6. C’est quoi ton style, qu’est-ce que tu apportes en plus comme regard sur le monde car il y a foule dans ce domaine de la caricature politique et sociétale, allez vends-toi un peu au grand Capital !

Mon style ? Je pense qu’il change chaque jour. C’est mon gros problème. Je suis un éternel insatisfait. Il va falloir pourtant que je choisisse une « patte ». J’ai tellement navigué entre le dessin réaliste et le dessin humoristique, que parfois j’en oublie les frontières. C’est très flagrant dans « Dessins mal élevés ». Mais c’est le lot de tous les dessinateurs. On apprend même à 80 balais.
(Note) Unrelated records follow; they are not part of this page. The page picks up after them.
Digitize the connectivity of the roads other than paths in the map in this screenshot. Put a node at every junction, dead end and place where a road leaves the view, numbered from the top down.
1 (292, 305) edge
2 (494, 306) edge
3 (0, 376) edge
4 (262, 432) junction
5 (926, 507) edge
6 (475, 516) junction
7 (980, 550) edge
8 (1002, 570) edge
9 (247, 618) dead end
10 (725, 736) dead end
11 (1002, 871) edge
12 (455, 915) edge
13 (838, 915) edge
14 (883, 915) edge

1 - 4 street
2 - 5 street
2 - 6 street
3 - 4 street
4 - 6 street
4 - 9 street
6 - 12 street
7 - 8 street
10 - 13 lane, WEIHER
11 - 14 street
Mais c’est impossible que je parle de mon propre boulot. J’attends que les lecteurs le fassent.


Large - Dessins mal élevés
envoyé par L_OuRs33. - Gag, sketch et parodie humouristique en video.

7. Si Sarko rempile en 2012 et qu’il passe, c’est tout bénéf pour ton métier non ?

Chaque jour qui passe, je me pince pour savoir si je rêve ou si c’est réellement cet espèce de petit truc agité, illettré, nerveux, provocateur, obscène et immoral, que les français ont élu. On n’a jamais été aussi bas. C’est même plus de la honte ou de l’auto-flagellation. C’est de la Science-fiction. Du pain béni, effectivement, pour les dessinateurs de presse ! Sauf qu’il est déjà tellement dans la caricature qu’il nous coupe l’herbe sous les pieds.


8. Quelle est la personnalité qui est si pourrie ou complexe que tu as du mal à la dessiner ?

Eric Besson. C’est un OVNI. Ce type-là a fait exploser tous les codes de l’entendement. Il est comme un robot programmé pour faire ce que lui dit son maître. Sans cœur, sans honte, sans morale, sans états d’âme, froid, impassible et intouchable. C’est comme si t’as 7 ans, que tu joues au foot avec des potes et que l’un d’eux change de camps à la dernière minute parce que ton équipe est en train de perdre. En fait, il n’a pas d’idéaux ou de rêve. C’est juste un carriériste. Et tout glisse sur lui, imperturbable, il se fout complètement de déplaire à ses adversaires comme à son propre camps. Il fait le boulot qu’on lui donne en vue seulement de grimper les échelons. En fait, c’est un type qui n’a pas de frontière pour lui même mais qui en veut pour les autres.